There’s a more studied quality about Bilson and Gardiner’s slow movement. The introduction is fully formed in its dolefulness. The piano solo is of exquisitely studied sorrow, the first orchestral episode a tableau of a happier mood. The piano’s first variation is resolute with the bass especially firm against the poignant melody but the second orchestral episode thereby becomes a logically warm outcome. The second variation is a sterner version of the resolute manner but not totally stark and warmth returns as the coda grows more melting. Levin and Hogwood’s presentation of the introduction is simpler, more chaste and apt for the development which the movement provides. The piano solo has a halting, hesitating sensitivity, of which the smaller tone of the more set back recording is an element. In keeping with this the first orchestral episode (tr. 5 2:23) is a gentle, hesitant but growingly confident sunny alternative. The piano’s first variation (3:22) thoughtfully weighs both sad and sunny moods. The second orchestral episode (4:31) is buoyantly sunny. This performance of the second variation (5:20) clearly contains both moods, the piano the more upbeat, the orchestra firmer but not without warmth, allowing a smooth transition to a sunnier coda (6:55).
Bilson and Gardiner make the finale a light and jolly, dancing affair with a rather demure, neatly pointed Andantino cantabile in which the Bilson’s ornamentation while doubling the first violins, unlike Levin’s, seems rather obtrusive and less deft. Bilson’s own cadenza supplies brilliant flourishes around the rondo theme. Levin and Hogwood’s approach is quieter but still bubbling and luminescent. The second theme (tr. 6 2:27) is presented in simpler, happier fashion than Bilson and Gardiner’s warmth. The Andantino cantabile is also more ingenuous and flowing. Levin’s own cadenza begins with intriguing variations on the second theme before pyrotechnics.

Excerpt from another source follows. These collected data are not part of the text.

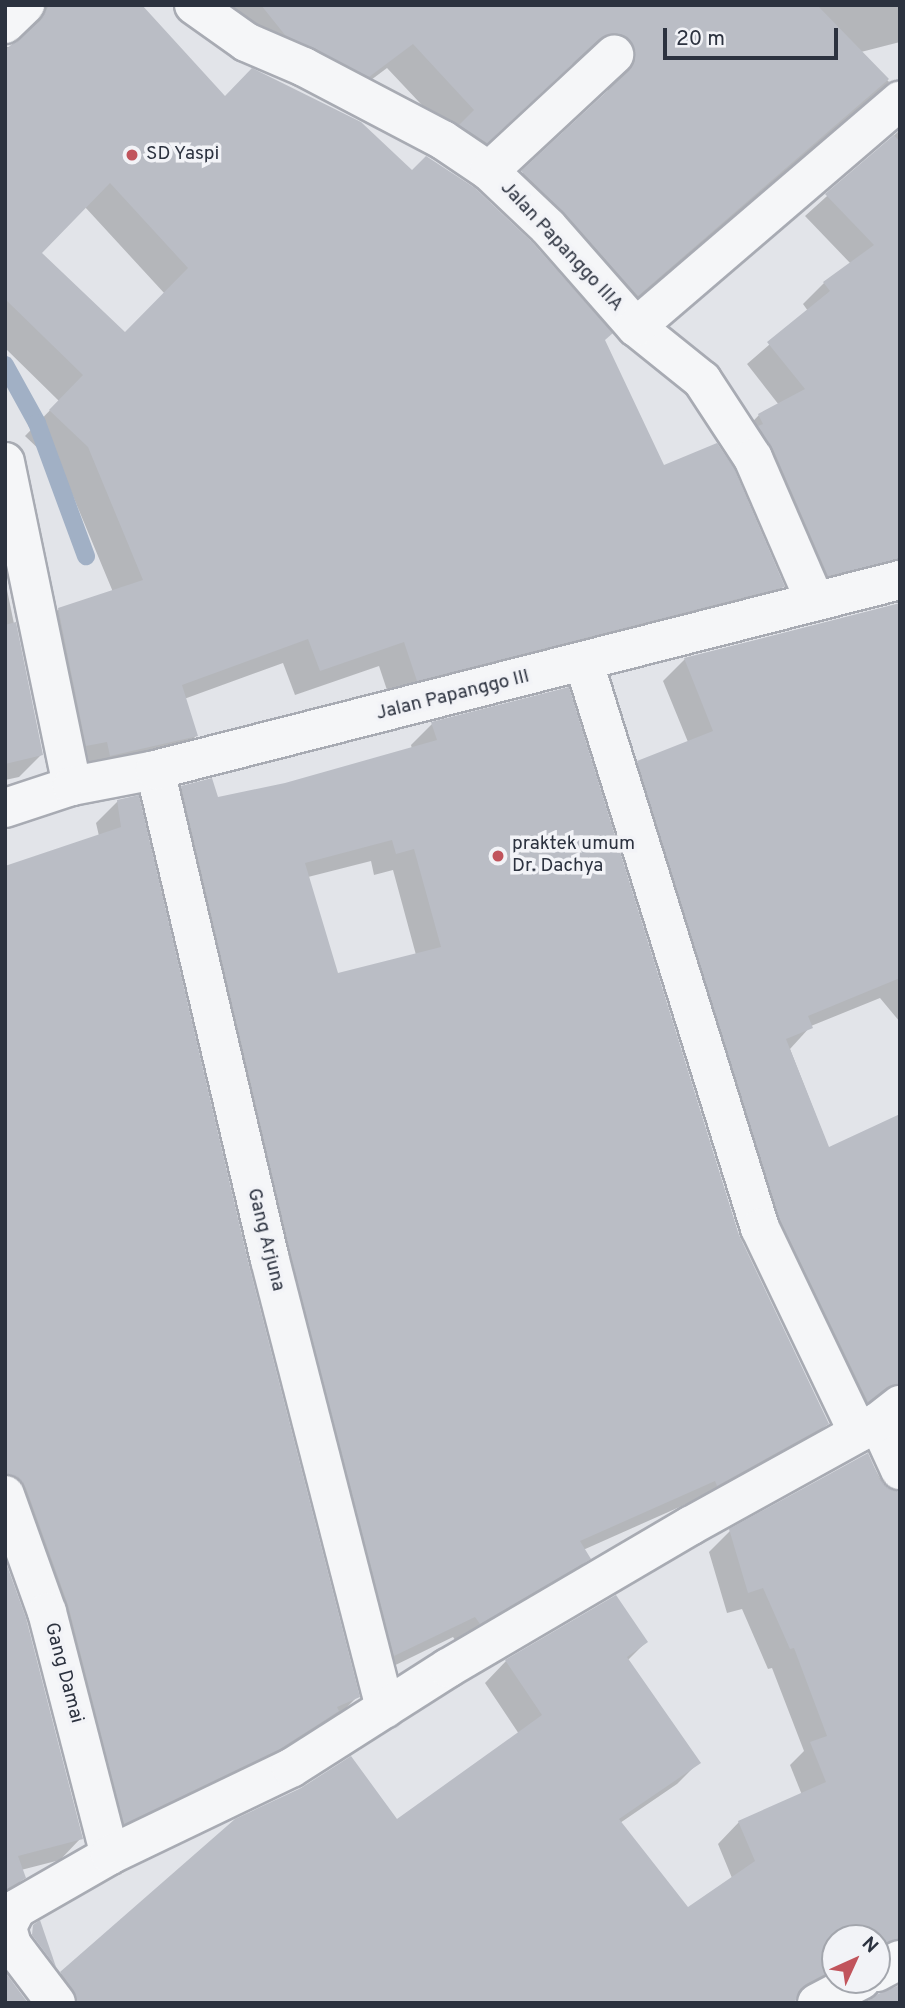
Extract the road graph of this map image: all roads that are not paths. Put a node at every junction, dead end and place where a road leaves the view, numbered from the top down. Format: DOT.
graph roads {
  1 [pos="25,5"];
  2 [pos="194,5"];
  3 [pos="5,24"];
  4 [pos="614,55"];
  5 [pos="900,101"];
  6 [pos="489,171"];
  7 [pos="636,327"];
  8 [pos="5,462"];
  9 [pos="900,580"];
  10 [pos="815,601"];
  11 [pos="584,663"];
  12 [pos="155,770"];
  13 [pos="72,786"];
  14 [pos="5,808"];
  15 [pos="878,1420"];
  16 [pos="900,1471"];
  17 [pos="5,1495"];
  18 [pos="385,1708"];
  19 [pos="110,1855"];
  20 [pos="834,1994"];
  21 [pos="56,2003"];
  22 [pos="817,2003"];
  1 -- 3 [label="street"];
  2 -- 6 [label="street, Jalan Papanggo IIIA"];
  4 -- 6 [label="street"];
  5 -- 7 [label="street"];
  6 -- 7 [label="street, Jalan Papanggo IIIA"];
  7 -- 10 [label="street, Jalan Papanggo IIIA"];
  8 -- 13 [label="street"];
  9 -- 10 [label="street, Jalan Papanggo III"];
  10 -- 11 [label="street, Jalan Papanggo III"];
  11 -- 12 [label="street, Jalan Papanggo III"];
  11 -- 15 [label="street"];
  12 -- 13 [label="street, Jalan Papanggo III"];
  12 -- 18 [label="street, Gang Arjuna"];
  13 -- 14 [label="street, Jalan Papanggo III"];
  15 -- 16 [label="street"];
  15 -- 18 [label="street"];
  17 -- 19 [label="street, Gang Damai"];
  18 -- 19 [label="street"];
  19 -- 21 [label="street"];
  20 -- 22 [label="street"];
}
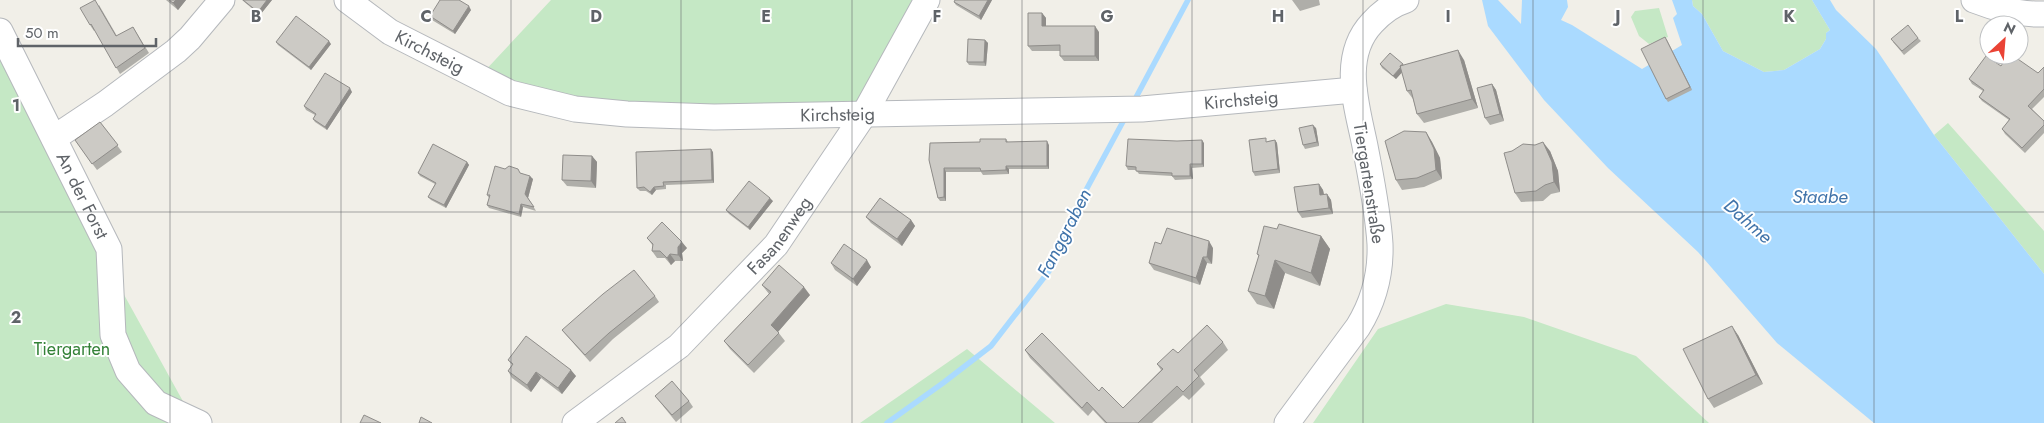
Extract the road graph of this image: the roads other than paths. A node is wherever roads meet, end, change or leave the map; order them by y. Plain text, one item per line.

Levin is well known as a master of improvisation. His cadenzas are improvised as is the ornamentation he applies. More importantly, the understanding between him and Hogwood and therefore the orchestra is finely balanced, giving these performances a real sense of spontaneity and partnership. I could quite happily live with them as my only recording of these concertos. The Arkiv CD under review doesn’t have booklet notes but I gather all future releases will and existing releases are gradually being upgraded.